[Start of Attachment]
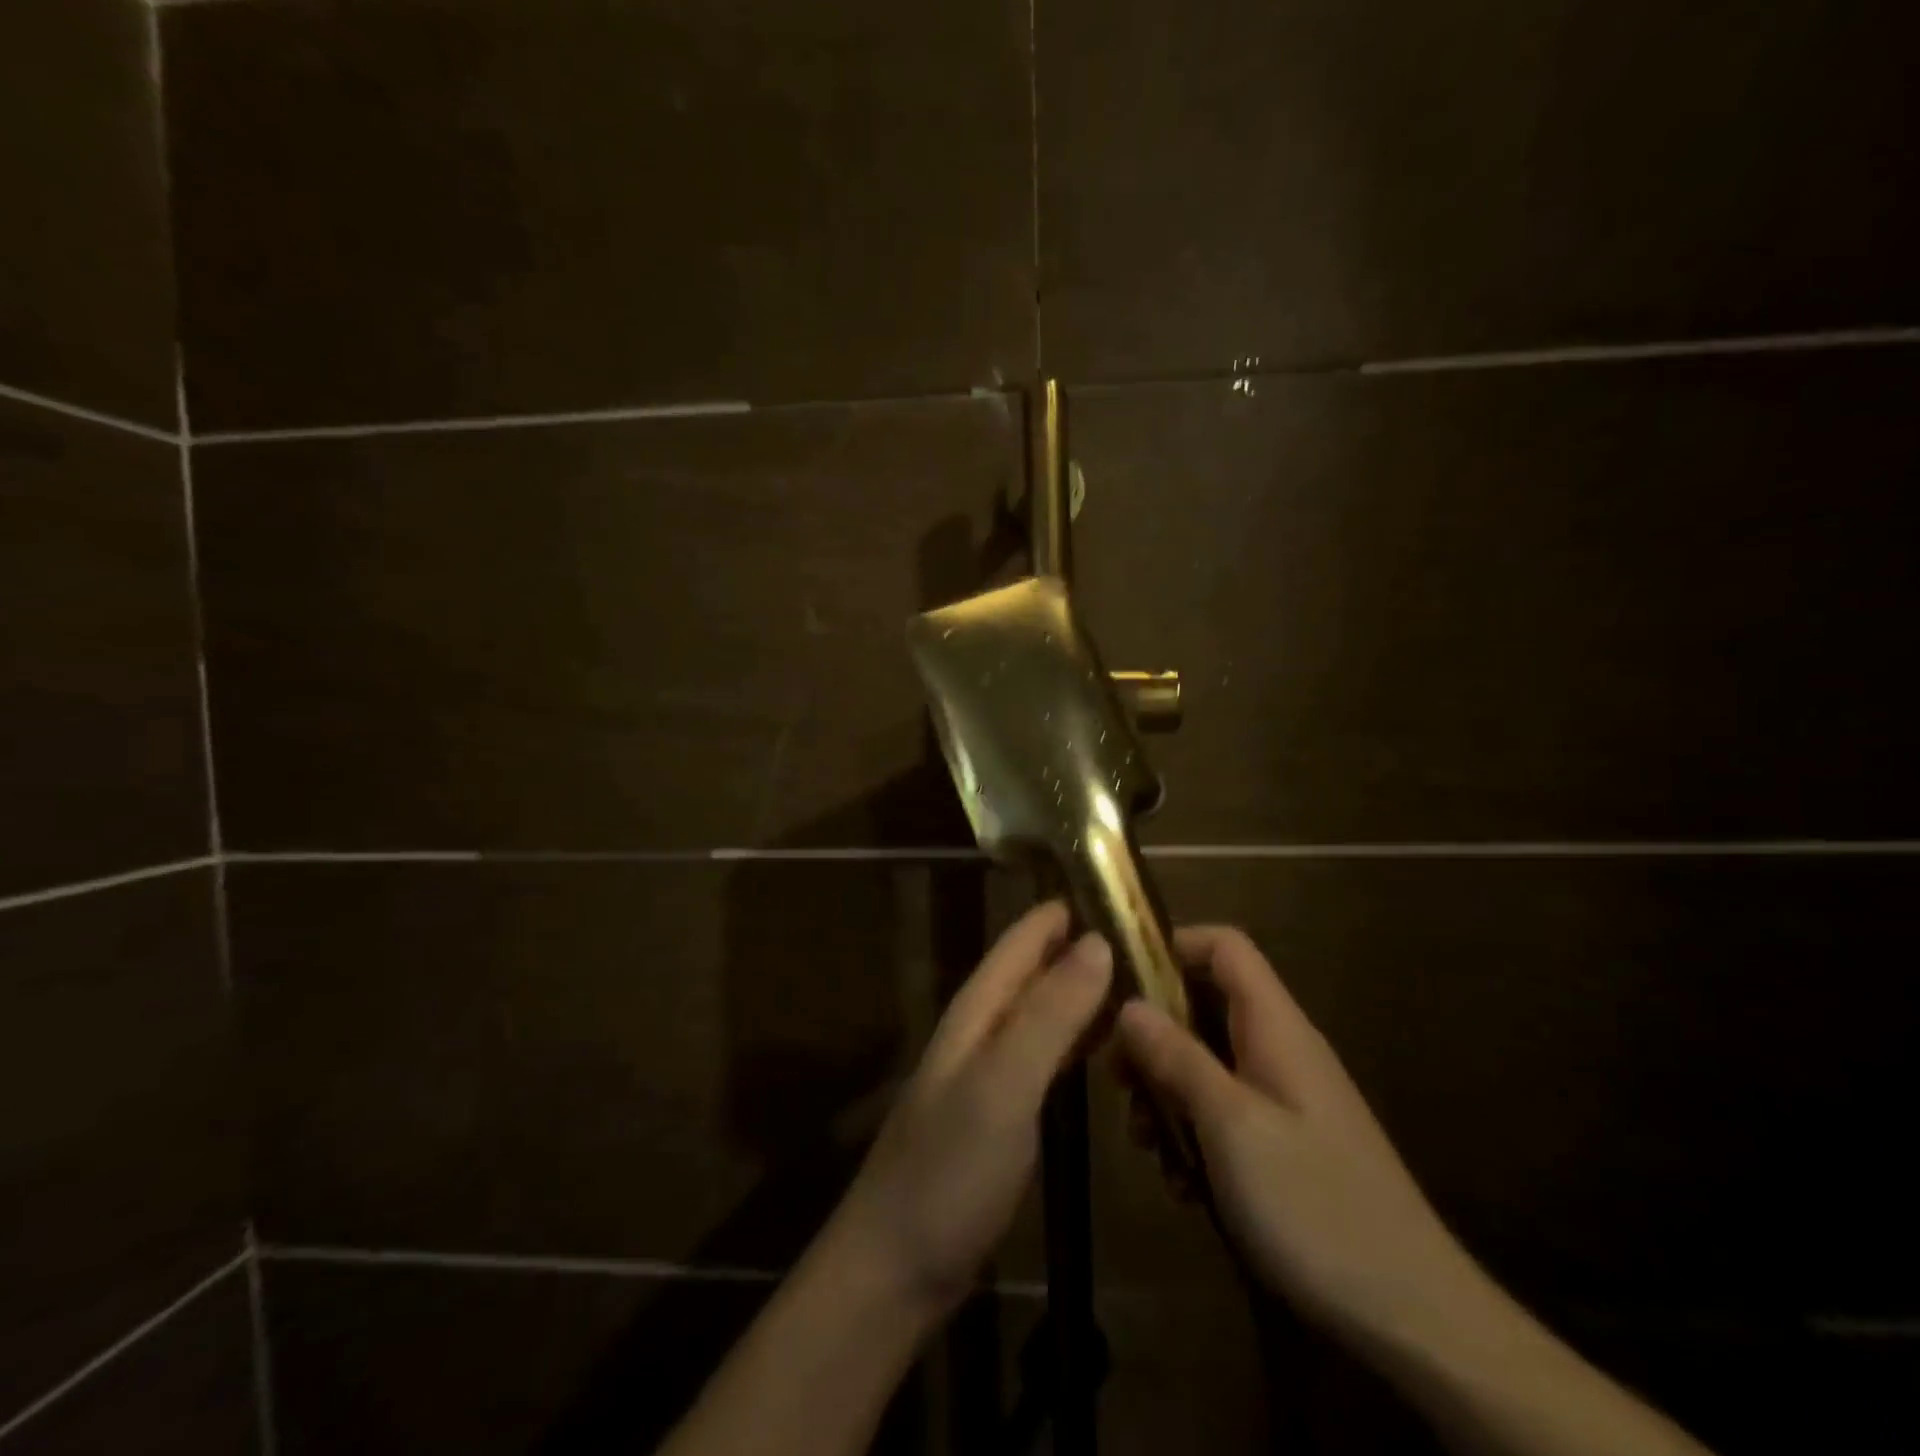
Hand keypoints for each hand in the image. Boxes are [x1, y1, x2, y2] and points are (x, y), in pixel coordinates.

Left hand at [823, 900, 1112, 1320]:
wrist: (898, 1265)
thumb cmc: (951, 1167)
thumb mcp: (1005, 1083)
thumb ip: (1049, 1013)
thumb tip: (1097, 942)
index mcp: (977, 1011)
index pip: (1021, 941)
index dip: (1061, 912)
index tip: (1113, 888)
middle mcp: (982, 1031)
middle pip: (1033, 973)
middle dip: (1079, 947)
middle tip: (1143, 936)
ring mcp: (990, 1074)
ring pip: (1041, 1013)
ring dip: (1082, 992)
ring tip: (1136, 980)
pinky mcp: (1002, 1114)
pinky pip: (1046, 1057)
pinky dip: (1077, 1040)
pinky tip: (1105, 1047)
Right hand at [1117, 926, 1488, 1354]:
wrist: (1414, 1317)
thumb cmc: (1314, 1205)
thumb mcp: (1230, 1126)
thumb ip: (1178, 1057)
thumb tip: (1130, 1005)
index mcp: (1276, 1027)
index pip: (1224, 946)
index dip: (1172, 946)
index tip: (1121, 982)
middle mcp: (1281, 1049)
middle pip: (1205, 1005)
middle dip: (1154, 1035)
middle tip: (1120, 1081)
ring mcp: (1286, 1098)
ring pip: (1208, 1062)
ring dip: (1168, 1092)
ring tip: (1146, 1143)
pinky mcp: (1286, 1143)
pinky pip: (1225, 1111)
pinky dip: (1194, 1132)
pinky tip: (1182, 1183)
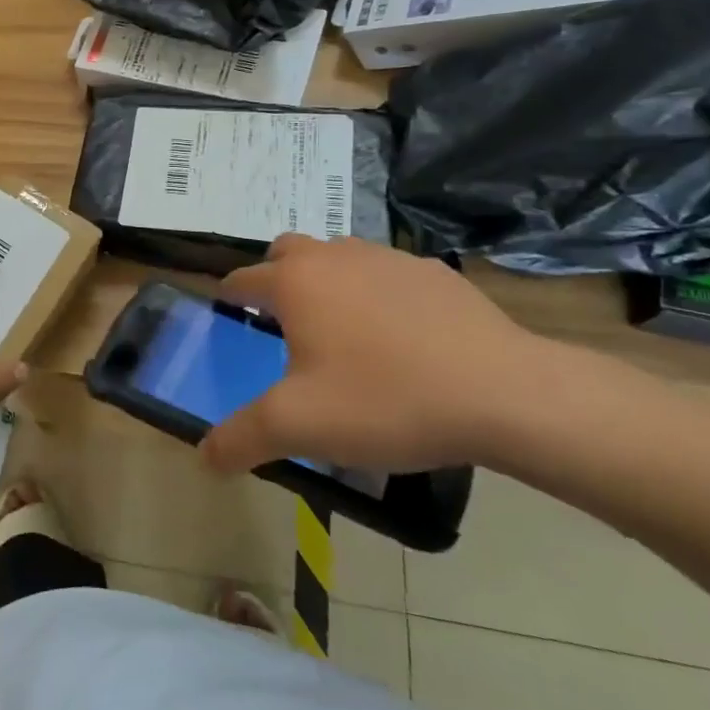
[End of Attachment]
_Work task_
Copy out the listing word for word and skip its pictures.

_Worked solution_
Hand keypoints for each hand in the image. Boxes are [x1, y1, x2, y2] and points are (x, y), in pixel coordinates.

Left hand at [823, 900, 1112, 1320]:
wrist: (898, 1265)
thumb cmc: (951, 1167)
thumb mcp: (1005, 1083)
thumb ip: (1049, 1013)
thumb tip: (1097, 942)
index mcp: (977, 1011)
index pip: (1021, 941)
index dip: (1061, 912)
index tip: (1113, 888)
middle mcp: (982, 1031)
middle pip: (1033, 973)
middle dip: (1079, 947)
middle tip: (1143, 936)
ring mcp: (990, 1074)
ring pip: (1041, 1013)
ring dip: (1082, 992)
ring tip: (1136, 980)
pinky mcp: (1002, 1114)
pinky pip: (1046, 1057)
pinky dip: (1077, 1040)
pinky tip: (1105, 1047)
Right hand at [1117, 926, 1488, 1354]:
wrist: (1414, 1317)
thumb cmc: (1314, 1205)
thumb mcp: (1230, 1126)
thumb ip: (1178, 1057)
thumb tip: (1130, 1005)
index mcp: (1276, 1027)
index pip: (1224, 946)
index dip: (1172, 946)
index tip: (1121, 982)
middle mcp: (1281, 1049)
middle pip: (1205, 1005)
middle dip: (1154, 1035)
middle tip: (1120, 1081)
ring mcp: (1286, 1098)
ring pip: (1208, 1062)
ring dip: (1168, 1092)
ring tip: (1146, 1143)
pinky mcp: (1286, 1143)
pinky pip: (1225, 1111)
pinky dip: (1194, 1132)
pinky tip: (1182, 1183)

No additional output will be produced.